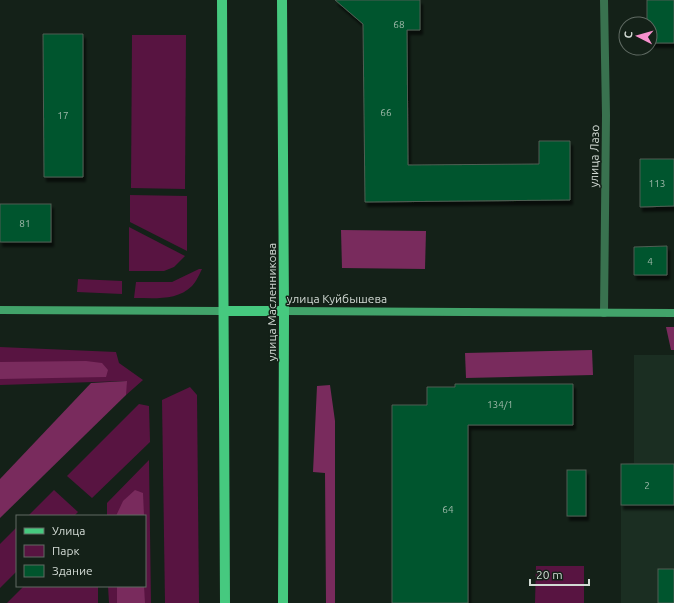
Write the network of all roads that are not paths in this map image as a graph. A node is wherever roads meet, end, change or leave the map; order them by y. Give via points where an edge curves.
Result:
1 (222, 0) edge
2 (282, 0) edge
3 (604, 0) edge
4 (0, 310) edge
5 (284, 310) junction
6 (224, 311) junction
7 (604, 313) junction
8 (674, 313) edge
9 (225, 603) edge
10 (283, 603) edge

1 - 6 main road
2 - 5 main road, улица Масленникова
3 - 7 street, улица Лазо
4 - 6 main road, улица Куйбышева
5 - 6 main road, улица Куйбышева
5 - 7 main road, улица Куйбышева
5 - 10 main road, улица Масленникова
6 - 9 main road
7 - 8 main road, улица Куйбышева

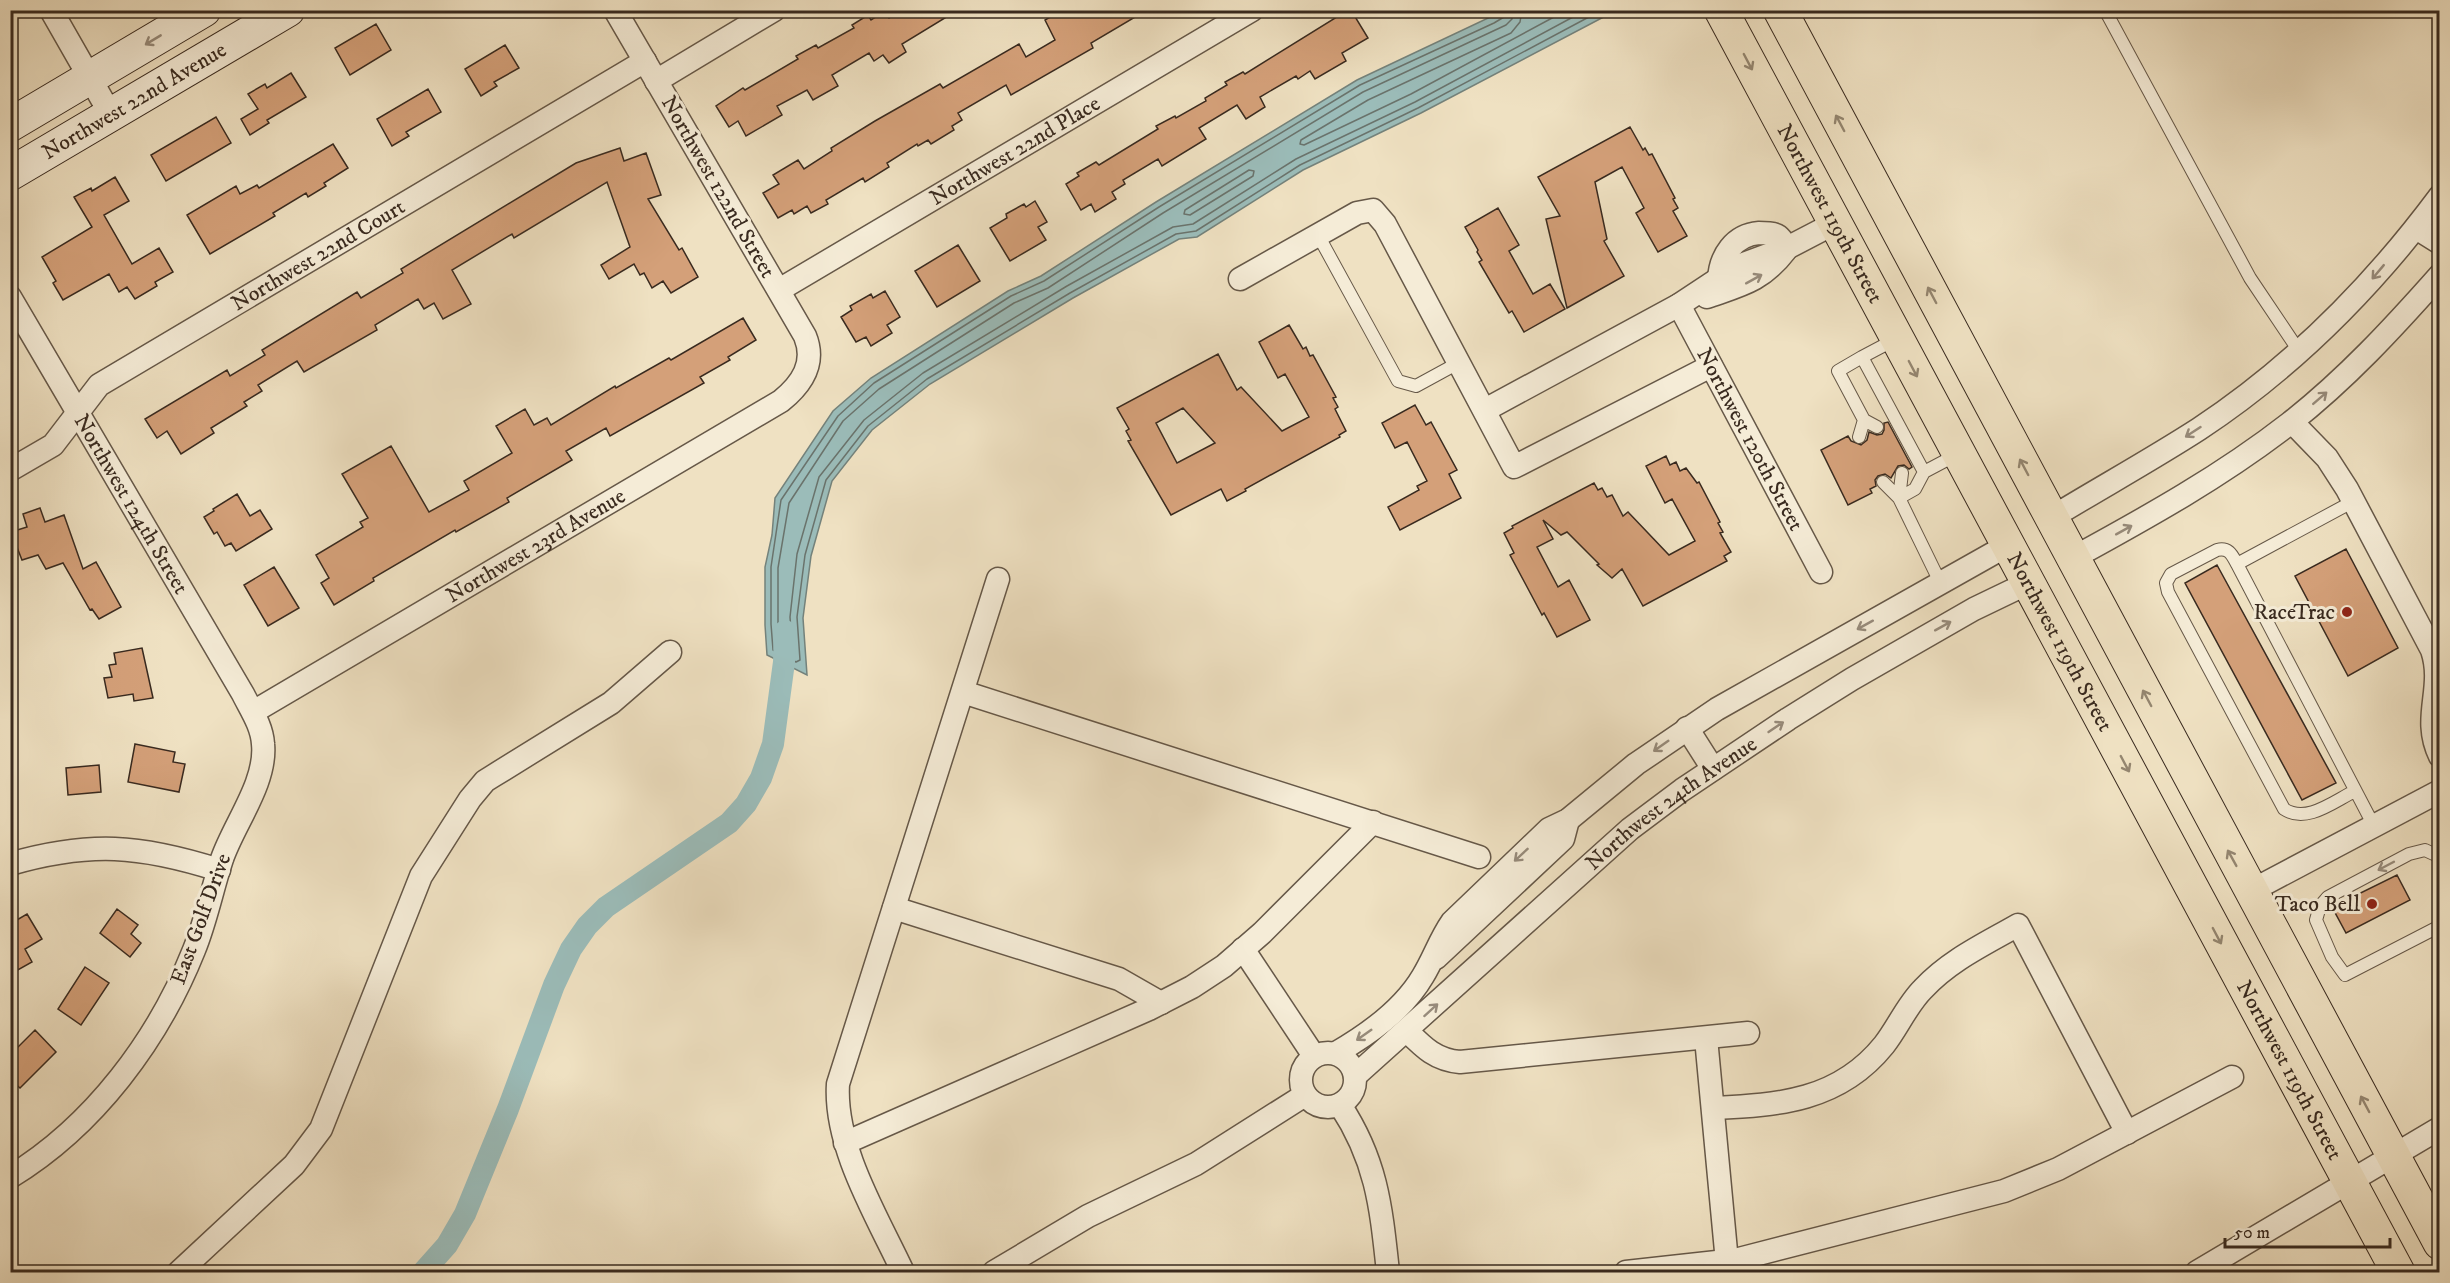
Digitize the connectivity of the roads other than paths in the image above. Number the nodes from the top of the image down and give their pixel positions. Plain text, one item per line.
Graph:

____

TASK PROMPT
Word for word, return the material above, but drop the pictures.

TASK ANSWER
Write the network of all roads that are not paths in this map image as a graph. A node is wherever roads meet, end, change or leave the map; order them by y. Give via points where an edge curves.
Result:
1 (222, 0) edge
2 (282, 0) edge
3 (604, 0) edge
4 (0, 310) edge
5 (284, 310) junction
6 (224, 311) junction
7 (604, 313) junction
8 (674, 313) edge
9 (225, 603) edge
10 (283, 603) edge

1 - 6 main road
2 - 5 main road, улица Масленникова
3 - 7 street, улица Лазо
4 - 6 main road, улица Куйбышева
5 - 6 main road, улица Куйбышева
5 - 7 main road, улица Куйбышева
5 - 10 main road, улица Масленникова
6 - 9 main road
7 - 8 main road, улица Куйбышева

Digitize the connectivity of the roads other than paths in the image above. Number the nodes from the top of the image down and give their pixel positions. Plain text, one item per line.
Graph:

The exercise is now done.